**Stored items**:
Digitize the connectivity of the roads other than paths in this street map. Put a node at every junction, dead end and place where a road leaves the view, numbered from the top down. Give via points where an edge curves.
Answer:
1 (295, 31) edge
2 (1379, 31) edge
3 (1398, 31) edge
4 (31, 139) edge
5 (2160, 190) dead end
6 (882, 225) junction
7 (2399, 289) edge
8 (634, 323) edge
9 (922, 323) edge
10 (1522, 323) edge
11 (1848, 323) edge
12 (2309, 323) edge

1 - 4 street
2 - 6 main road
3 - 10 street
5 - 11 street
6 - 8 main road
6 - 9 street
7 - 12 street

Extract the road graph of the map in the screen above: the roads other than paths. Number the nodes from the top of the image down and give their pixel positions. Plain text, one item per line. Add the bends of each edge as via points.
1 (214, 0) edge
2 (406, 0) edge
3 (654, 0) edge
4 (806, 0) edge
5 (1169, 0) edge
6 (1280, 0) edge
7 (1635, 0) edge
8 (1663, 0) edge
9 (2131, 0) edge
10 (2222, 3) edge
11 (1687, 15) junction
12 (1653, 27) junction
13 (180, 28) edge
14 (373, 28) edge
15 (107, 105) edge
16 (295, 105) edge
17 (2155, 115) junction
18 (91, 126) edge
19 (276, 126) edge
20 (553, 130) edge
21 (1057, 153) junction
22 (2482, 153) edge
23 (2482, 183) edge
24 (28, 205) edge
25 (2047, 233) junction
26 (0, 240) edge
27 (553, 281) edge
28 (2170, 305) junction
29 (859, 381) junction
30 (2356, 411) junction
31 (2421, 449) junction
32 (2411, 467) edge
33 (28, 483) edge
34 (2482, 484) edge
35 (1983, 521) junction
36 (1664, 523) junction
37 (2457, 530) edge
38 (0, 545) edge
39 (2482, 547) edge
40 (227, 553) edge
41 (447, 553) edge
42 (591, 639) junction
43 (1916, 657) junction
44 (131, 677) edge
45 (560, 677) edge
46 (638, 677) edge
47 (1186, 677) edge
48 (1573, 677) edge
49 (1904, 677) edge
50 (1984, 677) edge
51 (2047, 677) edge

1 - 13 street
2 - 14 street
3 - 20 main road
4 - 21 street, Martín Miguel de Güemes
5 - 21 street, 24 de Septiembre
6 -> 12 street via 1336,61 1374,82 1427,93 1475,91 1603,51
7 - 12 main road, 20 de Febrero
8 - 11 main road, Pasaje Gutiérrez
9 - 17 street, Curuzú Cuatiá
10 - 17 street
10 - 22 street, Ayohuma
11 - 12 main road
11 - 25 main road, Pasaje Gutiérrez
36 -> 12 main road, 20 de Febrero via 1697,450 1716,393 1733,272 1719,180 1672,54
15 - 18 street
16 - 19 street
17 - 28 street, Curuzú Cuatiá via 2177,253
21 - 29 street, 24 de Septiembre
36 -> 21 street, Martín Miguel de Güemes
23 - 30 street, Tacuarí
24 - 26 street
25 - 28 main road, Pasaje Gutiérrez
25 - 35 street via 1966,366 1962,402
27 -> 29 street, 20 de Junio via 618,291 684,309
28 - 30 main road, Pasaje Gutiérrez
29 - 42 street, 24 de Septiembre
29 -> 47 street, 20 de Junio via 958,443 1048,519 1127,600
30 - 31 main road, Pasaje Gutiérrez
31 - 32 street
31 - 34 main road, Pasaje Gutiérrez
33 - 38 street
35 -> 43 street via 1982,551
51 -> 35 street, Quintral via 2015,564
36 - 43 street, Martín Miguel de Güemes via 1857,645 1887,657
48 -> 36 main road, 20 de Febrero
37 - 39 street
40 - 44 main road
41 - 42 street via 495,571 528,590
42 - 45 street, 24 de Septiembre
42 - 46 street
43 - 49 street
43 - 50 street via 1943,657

**Work instructions**: Each entry is to be retyped precisely as it stands.

**Response**:
Digitize the connectivity of the roads other than paths in this street map. Put a node at every junction, dead end and place where a road leaves the view, numbered from the top down. Give via points where an edge curves.
Answer:
1 (295, 31) edge
2 (1379, 31) edge
3 (1398, 31) edge
4 (31, 139) edge
5 (2160, 190) dead end
6 (882, 225) junction
7 (2399, 289) edge
8 (634, 323) edge
9 (922, 323) edge
10 (1522, 323) edge
11 (1848, 323) edge
12 (2309, 323) edge

1 - 4 street
2 - 6 main road
3 - 10 street
5 - 11 street
6 - 8 main road
6 - 9 street
7 - 12 street

Extract the road graph of the map in the screen above: the roads other than paths. Number the nodes from the top of the image down and give their pixel positions. Plain text, one item per line. Add the bends of each edge as via points.
1 (214, 0) edge
2 (406, 0) edge
3 (654, 0) edge
4 (806, 0) edge
5 (1169, 0) edge
6 (1280, 0) edge
7 (1635, 0) edge
8 (1663, 0) edge
9 (2131, 0) edge
10 (2222, 3) edge
11 (1687, 15) junction
12 (1653, 27) junction
13 (180, 28) edge
14 (373, 28) edge
15 (107, 105) edge
16 (295, 105) edge
17 (2155, 115) junction
18 (91, 126) edge
19 (276, 126) edge
20 (553, 130) edge
21 (1057, 153) junction
22 (2482, 153) edge
23 (2482, 183) edge
24 (28, 205) edge
25 (2047, 233) junction
26 (0, 240) edge
27 (553, 281) edge
28 (2170, 305) junction
29 (859, 381) junction
30 (2356, 411) junction
31 (2421, 449) junction
32 (2411, 467) edge
33 (28, 483) edge
34 (2482, 484) edge
35 (1983, 521) junction
36 (1664, 523) junction
37 (2457, 530) edge
38 (0, 545) edge
39 (2482, 547) edge
40 (227, 553) edge
41 (447, 553) edge
42 (591, 639) junction
43 (1916, 657) junction
44 (131, 677) edge
45 (560, 677) edge
46 (638, 677) edge
47 (1186, 677) edge
48 (1573, 677) edge
49 (1904, 677) edge
50 (1984, 677) edge
51 (2047, 677) edge

1 - 13 street
2 - 14 street
3 - 20 main road
4 - 21 street, Martín Miguel de Güemes
5 - 21 street, 24 de Septiembre
6 -> 12 street via 1336,61 1374,82 1427,93 1475,91 1603,51
7 - 12 main road, 20 de Febrero
8 - 11 main road, Pasaje Gutiérrez
9 - 17 street, Curuzú Cuatiá
10 - 17 street
10 - 22 street, Ayohuma
11 - 12 main road
11 - 25 main road, Pasaje Gutiérrez
36 -> 12 main road, 20 de Febrero via 1697,450 1716,393 1733,272 1719,180 1672,54
15 - 18 street
16 - 19 street
17 - 28 street, Curuzú Cuatiá via 2177,253
21 - 29 street, 24 de Septiembre
36 -> 21 street, Martín Miguel de Güemes
23 - 30 street, Tacuarí
24 - 26 street
25 - 28 main road, Pasaje Gutiérrez
25 - 35 street via 1966,366 1962,402
27 -> 29 street, 20 de Junio via 618,291 684,309
28 - 30 main road, Pasaje Gutiérrez
29 - 42 street, 24 de Septiembre
29 -> 47 street, 20 de Junio via 958,443 1048,519 1127,600
30 - 31 main road, Pasaje Gutiérrez
31 - 32 street
31 - 34 main road, Pasaje Gutiérrez
33 - 38 street
35 -> 43 street via 1982,551
51 -> 35 street, Quintral via 2015,564
36 - 43 street, Martín Miguel de Güemes via 1857,645 1887,657
48 -> 36 main road, 20 de Febrero
37 - 39 street
40 - 44 main road
41 - 42 street via 495,571 528,590
42 - 45 street, 24 de Septiembre
42 - 46 street
43 - 49 street
43 - 50 street via 1943,657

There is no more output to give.